Retired Team members
- Alberto Valverde took over the project lead from Kevin after the release of version 1.0, but passed it on to Mark and Florent in the meantime. At the moment he is not actively involved in the project.
- Elvelind Grandin was the first with commit access and has had his hands in a few parts of the code. Additionally, he's done some of the releases. He is not currently active n the project.
- Karl Guertin was once our DocMaster. He was the editor-in-chief of docs.turbogears.org put passed this role to the current documentation maintainer. Karl's been around the project for a long time, and was even at the PyCon 2006 sprint. He is not currently active in the project.
TurboGears Components
Catwalk
Catwalk was created by Ronald Jaramillo as an SQLObject tool.
Controllers
The current controller code and decorators were largely put together by Kevin Dangoor, Simon Belak and Elvelind Grandin.
Identity
The current implementation of Identity was created by Jeff Watkins.
i18n
The current implementation of TurboGears i18n was created by Dan Jacob. Ronald Jaramillo developed the web-based admi18n tool and Max Ischenko wrote the tg-admin i18n command.
Model Designer
Model Designer was created by Ronald Jaramillo as an SQLObject tool.
Widgets
Michele Cella was instrumental in the implementation of widgets. The original design was made by Kevin Dangoor, but Alberto and Michele took it way beyond its humble beginnings.
TurboGears Extensions
FastData
Kevin Dangoor created the FastData extension. Alberto Valverde started working on a successor called FastData2.
ToscaWidgets
Alberto Valverde created the ToscaWidgets package which will be used for TurboGears 2.0. Christopher Perkins is also helping to maintain this project.
TurboCheetah
Christoph Zwerschke currently manages TurboCheetah.
TurboFeeds
Christopher Arndt maintains the TurboFeeds extension, which replaces the former turbogears.feed package.
External Projects
TurboGears uses quite a few projects that have their own maintainers, do not live in the TurboGears repository, and are fully independent of the TurboGears project proper.
CherryPy
CherryPy was created by Remi Delon. See the CherryPy Team page on their website for more information.
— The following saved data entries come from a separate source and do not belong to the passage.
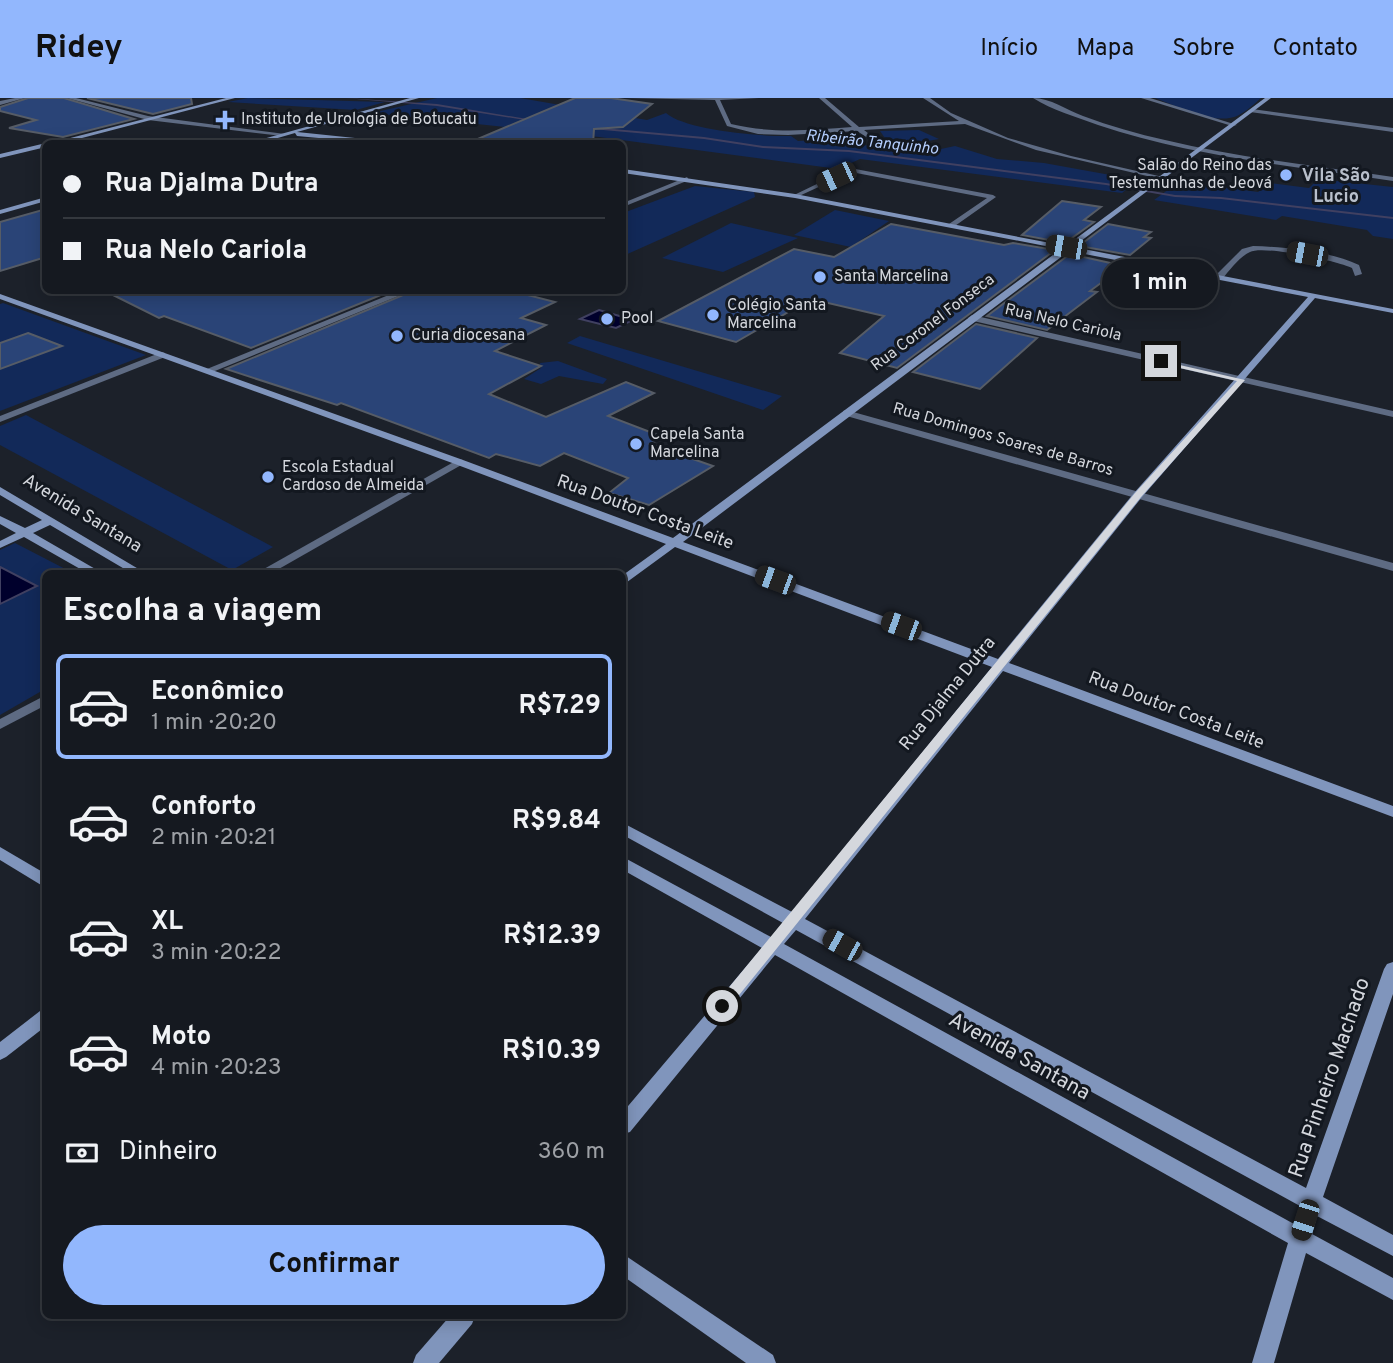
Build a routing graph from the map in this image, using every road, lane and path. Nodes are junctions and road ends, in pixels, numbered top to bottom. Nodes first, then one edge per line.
1 (22, 98) edge
2 (70, 98) edge
3 (232, 98) edge
4 (629, 98) edge
5 (693, 98) edge
6 (756, 98) edge
7 (822, 98) edge
8 (926, 98) edge
9 (1036, 98) edge
10 (1144, 98) edge
11 (1268, 98) edge
12 (413, 99) edge
13 (717, 99) edge
14 (0, 103) edge
15 (1252, 111) junction
16 (148, 118) junction
17 (969, 122) junction
18 (1234, 125) junction
19 (857, 129) junction
20 (1393, 130) edge
21 (282, 134) junction
22 (871, 138) dead end
23 (63, 140) edge
24 (262, 140) edge
25 (359, 140) edge
26 (42, 146) edge
27 (1201, 149) junction
28 (0, 156) edge
29 (626, 171) edge
30 (1160, 177) junction
31 (687, 179) junction
32 (1393, 179) edge
33 (795, 196) junction
34 (42, 200) edge
35 (626, 204) edge
36 (0, 212) edge
37 (952, 226) junction
38 (1066, 247) junction
39 (1358, 274) dead end
40 (1219, 277) junction
41 (399, 294) edge
42 (1313, 296) junction
43 (2, 298) edge
44 (1393, 311) edge
45 (972, 318) junction
46 (162, 355) junction
47 (207, 371) junction
48 (1242, 380) junction
49 (846, 412) junction
50 (1393, 414) edge
51 (0, 419) edge
52 (459, 462) junction
53 (0, 490) edge
54 (1138, 495) junction
55 (0, 519) edge
56 (51, 520) junction
57 (26, 533) junction
58 (675, 543) junction
59 (0, 545) edge
60 (1393, 567) edge
61 (92, 570) edge
62 (134, 570) edge
63 (268, 570) edge
64 (626, 579) edge
65 (1002, 664) junction
66 (42, 701) edge
67 (0, 725) edge
68 (1393, 812) edge
69 (626, 830) edge
70 (0, 853) edge
71 (626, 865) edge
72 (42, 880) edge
73 (795, 920) junction
74 (771, 946) junction
75 (1393, 969) edge
76 (42, 1019) edge
77 (0, 1052) edge
78 (626, 1122) edge
79 (1311, 1202) junction
80 (1299, 1239) junction
81 (1393, 1246) edge
82 (626, 1266) edge
83 (1393, 1290) edge
84 (461, 1319) edge
85 (424, 1363) edge
86 (765, 1363) edge
87 (1264, 1363) edge

1 - 14 street
2 - 16 street
3 - 16 street
4 - 5 street
5 - 13 street
6 - 13 street
7 - 19 street
8 - 17 street
9 - 27 street
10 - 18 street
11 - 15 street, Rua Coronel Fonseca
12 - 21 street
13 - 19 street
15 - 18 street, Rua Coronel Fonseca
15 - 20 street
16 - 21 street
16 - 23 street
17 - 19 street
17 - 30 street
18 - 27 street, Rua Coronel Fonseca
19 - 22 street
21 - 24 street
21 - 25 street
26 - 28 street
27 - 30 street, Rua Coronel Fonseca
27 - 32 street
29 - 31 street
30 - 38 street, Rua Coronel Fonseca
31 - 33 street
31 - 35 street
33 - 37 street
33 - 37 street
34 - 36 street
37 - 38 street
38 - 40 street
38 - 45 street, Rua Coronel Fonseca
39 - 40 street
40 - 42 street
41 - 47 street
42 - 44 street
42 - 48 street, Rua Djalma Dutra
43 - 46 street, Rua Doutor Costa Leite
45 - 48 street, Rua Nelo Cariola
45 - 49 street, Rua Coronel Fonseca
46 - 47 street, Rua Doutor Costa Leite
46 - 51 street
47 - 52 street, Rua Doutor Costa Leite
48 - 50 street, Rua Nelo Cariola
48 - 54 street, Rua Djalma Dutra
49 - 54 street, Rua Domingos Soares de Barros
49 - 58 street, Rua Coronel Fonseca
52 - 58 street, Rua Doutor Costa Leite
52 - 63 street
53 - 56 street, Avenida Santana
54 - 60 street, Rua Domingos Soares de Barros
54 - 65 street, Rua Djalma Dutra
55 - 57 street
56 - 57 street
56 - 62 street, Avenida Santana
57 - 59 street
57 - 61 street
58 - 64 street, Rua Coronel Fonseca
58 - 65 street, Rua Doutor Costa Leite
65 - 68 street, Rua Doutor Costa Leite
65 - 73 street, Rua Djalma Dutra
66 - 67 street
69 - 73 street, Avenida Santana
70 - 72 street
71 - 74 street, Avenida Santana
73 - 74 street, Rua Djalma Dutra
73 - 79 street, Avenida Santana
74 - 78 street, Rua Djalma Dutra
74 - 80 street, Avenida Santana
75 - 79 street, Rua Pinheiro Machado
76 - 77 street
79 - 80 street, Rua Pinheiro Machado
79 - 81 street, Avenida Santana
80 - 83 street, Avenida Santana
80 - 87 street, Rua Pinheiro Machado
82 - 86 street
84 - 85 street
DBSprockets and DBMechanic
Christopher Perkins is the owner of DBSprockets.
FormEncode
Ian Bicking is the author and maintainer of the FormEncode validation library.
Genshi
The Genshi template engine was created by Christopher Lenz and is also mainted by him.
Kid
The Kid templating engine was autored by Ryan Tomayko and is maintained by Chris Zwerschke and Daniel Stanek.
MochiKit
The MochiKit JavaScript library is developed and maintained by Bob Ippolito of Mochi Media, Inc.
Paste
Ian Bicking is also the author and maintainer of Paste and Paste Script.
SQLObject
The SQLObject oject-relational mapper was originally written by Ian Bicking. Information about the project team can be found on the SQLObject contributors page
SQLAlchemy
The SQLAlchemy database toolkit and object-reational mapper was authored by Michael Bayer and contributors
TurboGears Package Maintainers
TurboGears is now available through the package systems of several software distributions. These packages are maintained by the package maintainers of the respective distributors and independent of the TurboGears project.
Debian
Up-to-date information about the Debian TurboGears packages and their maintainers can be found in the Debian Package Database.
Fedora / Fedora EPEL
Up-to-date information about the Fedora / Fedora EPEL TurboGears packages and their maintainers can be found in the Fedora Package Database.
MacPorts
Up-to-date information about the MacPorts TurboGears ports can be found in the MacPorts Portfiles Database. The MacPorts TurboGears port mainainer is currently Akira Kitada (akira).
openSUSE
Up-to-date information about the openSUSE TurboGears packages can be found through the openSUSE Build Service. The current package maintainer is James Oakley. Bug reports for any of these packages should be directed to bugzilla.novell.com
Ubuntu
Up-to-date information about the Ubuntu TurboGears packages and their maintainers can be found in the Ubuntu Package Database.